L’émiettement administratif en plusieurs collectivités rivales, où les hommes politiques souhaitaient imprimer leur primauté locale du fait de couleurs politiques différentes, a fortement pesé sur le contexte dans lequel le musée a été édifié. Ce climat peu propice à l’émergence d’un principe de gouvernance local susceptible de pérenniser le musée perdure encore aujourd’hui. En effet, la ville de Vienne, si elle est toujours située dans l’Isère alors que Saint-Romain fait partie du département du Rhône, s’est dotée d’une communauté d’agglomération ainsi que d’un office de tourisme à caractère intercommunal dont les territoires d’interventions incluent Saint-Romain depuis 2006. Le musée étant géré par le département du Rhône, l’office de tourisme et la communauté d’agglomération de Vienne restent considérés comme persona non grata en son enceinte par les responsables rhodaniens. C’est pourtant Vienne et son agglomération qui pourraient tirer les meilleurs bénéfices de la présence de cet équipement.
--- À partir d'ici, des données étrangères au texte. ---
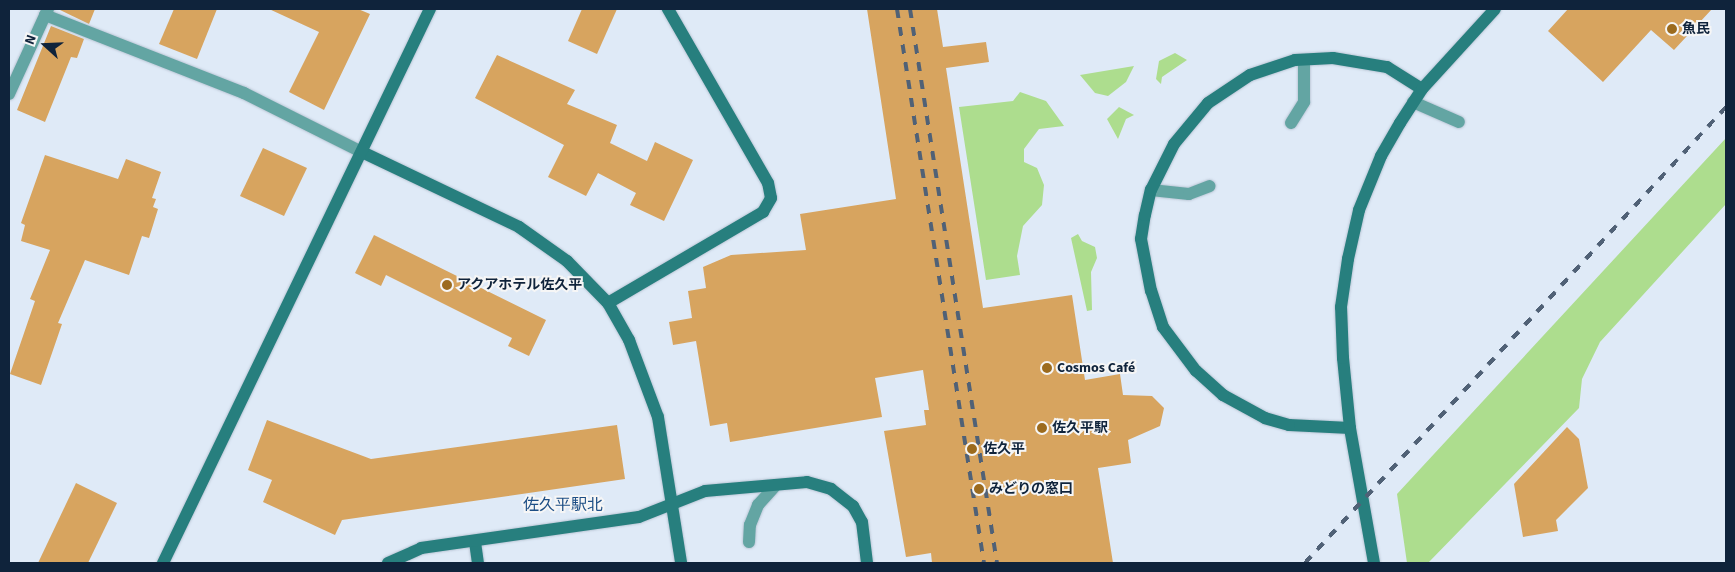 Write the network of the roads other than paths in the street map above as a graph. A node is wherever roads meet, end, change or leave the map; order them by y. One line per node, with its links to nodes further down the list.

Saint-Romain illustre parfaitement la nécessité d’associer l’ensemble des acteurs locaux dans le cadre d’une gouvernance locale autour d’un projet pluridisciplinaire faisant consensus. On peut également tirer une autre conclusion qui consiste à montrer que le terrain français est peu propice à l’émergence d’un projet de gouvernance en matière culturelle et touristique tant

les compétences locales sont émiettées en de multiples entités. Il existe par ailleurs un cloisonnement par thématiques entre les services de ces mêmes entités. Cela est palpable tant au niveau des administrations déconcentrées de l’Etat que dans les services des collectivités locales. Ainsi, l’approche holistique que nous prônons, alliant en particulier tourisme et culture, reste bien difficile à mener dans de telles conditions qui peuvent engendrer une situation de blocage et d’inertie. Enfin, l’exemple de Saint-Romain met en perspective l’importance de l’intercommunalité en tant qu’échelon permettant une vision globale et efficace des politiques publiques tandis que l’inadaptation des découpages des départements sur leurs marges est aussi une donnée qui ressort de nos analyses.